* What is needed *
Please read the records below and return each line holding the string "Luisa".

Collected data
######
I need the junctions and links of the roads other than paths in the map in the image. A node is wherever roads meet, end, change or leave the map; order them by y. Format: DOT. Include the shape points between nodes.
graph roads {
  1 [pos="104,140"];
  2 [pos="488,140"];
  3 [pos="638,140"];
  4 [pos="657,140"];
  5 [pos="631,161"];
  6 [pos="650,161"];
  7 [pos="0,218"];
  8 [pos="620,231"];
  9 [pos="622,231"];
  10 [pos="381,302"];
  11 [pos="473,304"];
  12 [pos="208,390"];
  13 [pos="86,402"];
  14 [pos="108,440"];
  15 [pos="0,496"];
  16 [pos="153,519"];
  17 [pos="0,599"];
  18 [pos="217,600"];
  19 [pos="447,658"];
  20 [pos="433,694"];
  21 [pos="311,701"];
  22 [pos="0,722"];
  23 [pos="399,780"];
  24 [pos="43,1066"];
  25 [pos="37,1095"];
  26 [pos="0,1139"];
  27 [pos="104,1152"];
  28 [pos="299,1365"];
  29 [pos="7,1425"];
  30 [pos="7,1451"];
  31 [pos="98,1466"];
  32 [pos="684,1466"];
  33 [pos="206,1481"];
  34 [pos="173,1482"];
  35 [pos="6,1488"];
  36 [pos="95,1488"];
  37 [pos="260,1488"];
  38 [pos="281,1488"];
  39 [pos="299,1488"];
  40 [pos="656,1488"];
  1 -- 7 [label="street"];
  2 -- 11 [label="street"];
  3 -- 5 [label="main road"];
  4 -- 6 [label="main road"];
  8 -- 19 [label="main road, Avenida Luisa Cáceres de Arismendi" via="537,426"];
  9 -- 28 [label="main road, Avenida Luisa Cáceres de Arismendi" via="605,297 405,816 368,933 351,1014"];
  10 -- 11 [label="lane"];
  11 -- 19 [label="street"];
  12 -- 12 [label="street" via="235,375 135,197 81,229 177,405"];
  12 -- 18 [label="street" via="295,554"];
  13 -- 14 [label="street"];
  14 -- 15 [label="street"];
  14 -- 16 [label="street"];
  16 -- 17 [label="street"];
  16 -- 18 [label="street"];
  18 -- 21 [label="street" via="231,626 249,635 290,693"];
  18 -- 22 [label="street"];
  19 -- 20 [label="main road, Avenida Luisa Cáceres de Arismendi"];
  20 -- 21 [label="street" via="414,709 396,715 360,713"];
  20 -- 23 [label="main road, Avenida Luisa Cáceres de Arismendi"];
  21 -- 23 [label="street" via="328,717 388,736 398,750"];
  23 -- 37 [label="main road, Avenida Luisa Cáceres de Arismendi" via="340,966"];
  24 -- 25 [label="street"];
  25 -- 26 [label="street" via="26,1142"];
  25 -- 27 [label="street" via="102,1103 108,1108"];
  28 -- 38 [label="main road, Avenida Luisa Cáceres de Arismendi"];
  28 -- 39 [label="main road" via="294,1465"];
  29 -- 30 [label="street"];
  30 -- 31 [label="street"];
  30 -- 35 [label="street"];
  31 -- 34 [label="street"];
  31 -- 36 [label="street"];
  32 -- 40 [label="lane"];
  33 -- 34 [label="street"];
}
######
* Exercise solution *
  8 -- 19 [label="main road, Avenida Luisa Cáceres de Arismendi" via="537,426"];
  9 -- 28 [label="main road, Avenida Luisa Cáceres de Arismendi" via="605,297 405,816 368,933 351,1014"];
  19 -- 20 [label="main road, Avenida Luisa Cáceres de Arismendi"];
  20 -- 23 [label="main road, Avenida Luisa Cáceres de Arismendi"];
  23 -- 37 [label="main road, Avenida Luisa Cáceres de Arismendi" via="340,966"];
  28 -- 38 [label="main road, Avenida Luisa Cáceres de Arismendi"];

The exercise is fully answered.